*** Opening Data records ***
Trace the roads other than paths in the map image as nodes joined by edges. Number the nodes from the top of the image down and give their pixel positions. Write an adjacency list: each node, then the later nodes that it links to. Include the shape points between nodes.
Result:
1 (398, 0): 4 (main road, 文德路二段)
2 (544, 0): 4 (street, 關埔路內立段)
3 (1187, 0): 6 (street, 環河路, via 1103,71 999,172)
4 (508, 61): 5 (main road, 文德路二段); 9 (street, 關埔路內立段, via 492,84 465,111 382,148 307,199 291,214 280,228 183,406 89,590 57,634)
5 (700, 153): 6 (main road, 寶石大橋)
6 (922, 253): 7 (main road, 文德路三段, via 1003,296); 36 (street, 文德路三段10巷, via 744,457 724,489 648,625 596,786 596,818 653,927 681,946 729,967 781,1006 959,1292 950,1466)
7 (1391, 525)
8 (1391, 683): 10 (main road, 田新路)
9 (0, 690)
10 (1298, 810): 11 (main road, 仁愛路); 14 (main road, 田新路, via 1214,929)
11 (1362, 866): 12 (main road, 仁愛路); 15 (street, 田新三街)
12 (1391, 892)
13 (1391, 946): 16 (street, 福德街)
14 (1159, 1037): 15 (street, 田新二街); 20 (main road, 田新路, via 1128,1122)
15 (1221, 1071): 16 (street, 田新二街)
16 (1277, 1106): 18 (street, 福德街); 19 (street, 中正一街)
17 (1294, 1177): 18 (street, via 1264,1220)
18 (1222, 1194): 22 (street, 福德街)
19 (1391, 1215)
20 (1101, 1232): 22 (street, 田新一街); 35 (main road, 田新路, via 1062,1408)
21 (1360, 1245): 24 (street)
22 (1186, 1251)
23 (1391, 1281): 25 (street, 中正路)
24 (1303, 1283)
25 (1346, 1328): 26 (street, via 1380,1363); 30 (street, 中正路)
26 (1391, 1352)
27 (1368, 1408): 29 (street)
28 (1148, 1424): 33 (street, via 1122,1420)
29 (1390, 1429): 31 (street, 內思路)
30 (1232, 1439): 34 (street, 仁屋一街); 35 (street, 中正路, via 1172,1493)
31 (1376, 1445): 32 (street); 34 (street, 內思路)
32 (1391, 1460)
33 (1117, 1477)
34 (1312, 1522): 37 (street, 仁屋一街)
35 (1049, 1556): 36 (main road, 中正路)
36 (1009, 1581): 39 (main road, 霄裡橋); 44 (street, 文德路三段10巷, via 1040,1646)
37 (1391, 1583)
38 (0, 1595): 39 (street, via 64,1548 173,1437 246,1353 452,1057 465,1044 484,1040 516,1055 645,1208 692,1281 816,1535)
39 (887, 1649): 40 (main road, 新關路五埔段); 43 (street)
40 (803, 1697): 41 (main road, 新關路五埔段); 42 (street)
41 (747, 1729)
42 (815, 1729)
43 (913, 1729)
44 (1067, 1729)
*** Closing Data records ***
Description of the task:
The full set of records above is to be printed exactly as it appears.

Expected answer:
Trace the roads other than paths in the map image as nodes joined by edges. Number the nodes from the top of the image down and give their pixel positions. Write an adjacency list: each node, then the later nodes that it links to. Include the shape points between nodes.
Result:
1 (398, 0): 4 (main road, 文德路二段)
2 (544, 0): 4 (street, 關埔路內立段)
3 (1187, 0): 6 (street, 環河路, via 1103,71 999,172)
4 (508, 61): 5 (main road, 文德路二段); 9 (street, 關埔路內立段, via 492,84 465,111 382,148 307,199 291,214 280,228 183,406 89,590 57,634)
5 (700, 153): 6 (main road, 寶石大橋)
6 (922, 253): 7 (main road, 文德路三段, via 1003,296); 36 (street, 文德路三段10巷, via 744,457 724,489 648,625 596,786 596,818 653,927 681,946 729,967 781,1006 959,1292 950,1466)
7 (1391, 525)
8 (1391, 683): 10 (main road, 田新路)
9 (0, 690)
10 (1298, 810): 11 (main road, 仁愛路); 14 (main road, 田新路, via 1214,929)
11 (1362, 866): 12 (main road, 仁愛路); 15 (street, 田新三街)
12 (1391, 892)
13 (1391, 946): 16 (street, 福德街)
14 (1159, 1037): 15 (street, 田新二街); 20 (main road, 田新路, via 1128,1122)
15 (1221, 1071): 16 (street, 田新二街)
16 (1277, 1106): 18 (street, 福德街); 19 (street, 中正一街)
17 (1294, 1177): 18 (street, via 1264,1220)
18 (1222, 1194): 22 (street, 福德街)
19 (1391, 1215)
20 (1101, 1232): 22 (street, 田新一街); 35 (main road, 田新路, via 1062,1408)
21 (1360, 1245): 24 (street)
22 (1186, 1251)
23 (1391, 1281): 25 (street, 中正路)
24 (1303, 1283)
25 (1346, 1328): 26 (street, via 1380,1363); 30 (street, 中正路)
26 (1391, 1352)
27 (1368, 1408): 29 (street)
28 (1148, 1424): 33 (street, via 1122,1420)
29 (1390, 1429): 31 (street, 內思路)
30 (1232, 1439): 34 (street, 仁屋一街); 35 (street, 中正路, via 1172,1493)
31 (1376, 1445): 32 (street); 34 (street, 內思路)
32 (1391, 1460)
33 (1117, 1477)
34 (1312, 1522): 37 (street, 仁屋一街)
35 (1049, 1556): 36 (main road, 中正路)
36 (1009, 1581): 39 (main road, 霄裡橋); 44 (street, 文德路三段10巷, via 1040,1646)
37 (1391, 1583)
38 (0, 1595): 39 (street, via 64,1548 173,1437 246,1353 452,1057 465,1044 484,1040 516,1055 645,1208 692,1281 816,1535)
39 (887, 1649): 40 (main road, 新關路五埔段); 43 (street)
40 (803, 1697): 41 (main road, 新關路五埔段); 42 (street)
41 (747, 1729)
42 (815, 1729)
43 (913, 1729)
44 (1067, 1729)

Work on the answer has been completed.